Stored data entries
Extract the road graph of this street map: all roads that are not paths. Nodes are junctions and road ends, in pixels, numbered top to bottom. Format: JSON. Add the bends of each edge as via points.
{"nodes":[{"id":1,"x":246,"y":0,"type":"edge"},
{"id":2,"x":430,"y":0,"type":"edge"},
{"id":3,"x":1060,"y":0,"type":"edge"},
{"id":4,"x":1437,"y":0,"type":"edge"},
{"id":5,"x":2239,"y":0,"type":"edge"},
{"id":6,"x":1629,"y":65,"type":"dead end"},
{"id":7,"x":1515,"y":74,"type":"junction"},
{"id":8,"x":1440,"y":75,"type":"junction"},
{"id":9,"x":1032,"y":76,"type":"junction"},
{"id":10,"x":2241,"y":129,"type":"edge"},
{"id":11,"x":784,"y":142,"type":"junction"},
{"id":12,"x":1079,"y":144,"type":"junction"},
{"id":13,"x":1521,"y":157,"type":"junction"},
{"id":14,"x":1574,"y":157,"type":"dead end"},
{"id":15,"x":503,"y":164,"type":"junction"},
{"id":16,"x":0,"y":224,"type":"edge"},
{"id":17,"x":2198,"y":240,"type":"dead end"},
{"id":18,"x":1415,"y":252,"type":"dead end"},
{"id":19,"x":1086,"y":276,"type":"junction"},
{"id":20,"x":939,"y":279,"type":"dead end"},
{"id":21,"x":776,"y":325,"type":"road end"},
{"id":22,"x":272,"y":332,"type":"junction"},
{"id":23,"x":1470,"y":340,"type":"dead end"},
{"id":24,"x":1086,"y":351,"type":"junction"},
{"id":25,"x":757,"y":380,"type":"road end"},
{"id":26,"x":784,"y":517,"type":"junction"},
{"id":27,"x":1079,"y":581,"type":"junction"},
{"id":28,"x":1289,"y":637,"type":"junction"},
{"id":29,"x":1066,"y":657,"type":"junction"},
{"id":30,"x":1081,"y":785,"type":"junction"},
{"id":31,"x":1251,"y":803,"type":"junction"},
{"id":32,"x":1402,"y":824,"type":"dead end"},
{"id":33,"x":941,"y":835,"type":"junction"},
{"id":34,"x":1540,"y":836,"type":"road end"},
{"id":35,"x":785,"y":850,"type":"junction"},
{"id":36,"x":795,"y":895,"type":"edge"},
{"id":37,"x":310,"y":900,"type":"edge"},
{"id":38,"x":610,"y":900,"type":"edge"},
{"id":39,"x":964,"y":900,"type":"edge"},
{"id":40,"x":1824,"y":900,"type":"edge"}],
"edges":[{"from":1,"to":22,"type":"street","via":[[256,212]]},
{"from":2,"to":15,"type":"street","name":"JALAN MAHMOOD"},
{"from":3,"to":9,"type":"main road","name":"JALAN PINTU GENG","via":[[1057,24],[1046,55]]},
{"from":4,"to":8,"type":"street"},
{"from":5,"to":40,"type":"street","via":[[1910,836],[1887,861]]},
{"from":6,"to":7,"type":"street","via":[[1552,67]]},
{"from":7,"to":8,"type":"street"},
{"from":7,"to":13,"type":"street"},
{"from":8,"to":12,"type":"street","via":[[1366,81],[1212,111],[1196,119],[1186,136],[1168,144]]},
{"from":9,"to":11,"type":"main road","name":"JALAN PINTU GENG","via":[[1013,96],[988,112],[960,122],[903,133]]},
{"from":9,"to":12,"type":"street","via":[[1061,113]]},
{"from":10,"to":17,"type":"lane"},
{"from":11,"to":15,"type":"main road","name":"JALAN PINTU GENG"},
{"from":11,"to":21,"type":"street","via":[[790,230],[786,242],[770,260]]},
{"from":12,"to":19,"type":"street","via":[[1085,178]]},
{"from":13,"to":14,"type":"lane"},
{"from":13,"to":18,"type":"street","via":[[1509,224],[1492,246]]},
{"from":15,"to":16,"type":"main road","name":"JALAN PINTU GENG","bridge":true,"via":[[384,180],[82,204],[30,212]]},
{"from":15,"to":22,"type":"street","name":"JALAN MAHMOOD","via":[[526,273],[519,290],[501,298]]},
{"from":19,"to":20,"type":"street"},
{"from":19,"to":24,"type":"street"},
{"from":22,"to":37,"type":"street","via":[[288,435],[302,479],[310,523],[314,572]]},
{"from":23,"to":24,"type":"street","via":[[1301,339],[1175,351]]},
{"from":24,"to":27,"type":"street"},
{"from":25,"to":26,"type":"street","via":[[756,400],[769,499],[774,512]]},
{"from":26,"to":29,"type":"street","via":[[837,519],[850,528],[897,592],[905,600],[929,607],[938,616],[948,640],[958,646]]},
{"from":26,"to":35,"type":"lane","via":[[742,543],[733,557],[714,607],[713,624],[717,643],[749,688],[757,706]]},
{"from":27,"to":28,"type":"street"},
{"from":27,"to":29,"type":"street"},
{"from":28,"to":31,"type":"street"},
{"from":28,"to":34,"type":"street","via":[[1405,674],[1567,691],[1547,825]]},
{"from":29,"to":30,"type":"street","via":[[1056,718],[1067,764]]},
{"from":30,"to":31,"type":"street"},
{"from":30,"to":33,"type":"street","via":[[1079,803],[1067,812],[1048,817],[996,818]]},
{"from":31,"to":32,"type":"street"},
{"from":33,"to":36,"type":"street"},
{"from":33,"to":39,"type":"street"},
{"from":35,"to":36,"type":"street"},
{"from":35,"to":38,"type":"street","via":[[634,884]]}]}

▶ **EXERCISE DETAILS**
Find the word "dead" in the entries and show each line where it is found.

▶ **THE COMPLETED TASK**
{"id":6,"x":1629,"y":65,"type":"dead end"},
{"id":14,"x":1574,"y":157,"type":"dead end"},
{"id":17,"x":2198,"y":240,"type":"dead end"},
{"id":18,"x":1415,"y":252,"type":"dead end"},
{"id":20,"x":939,"y":279,"type":"dead end"},
{"id":23,"x":1470,"y":340,"type":"dead end"},
{"id":32,"x":1402,"y":824,"type":"dead end"},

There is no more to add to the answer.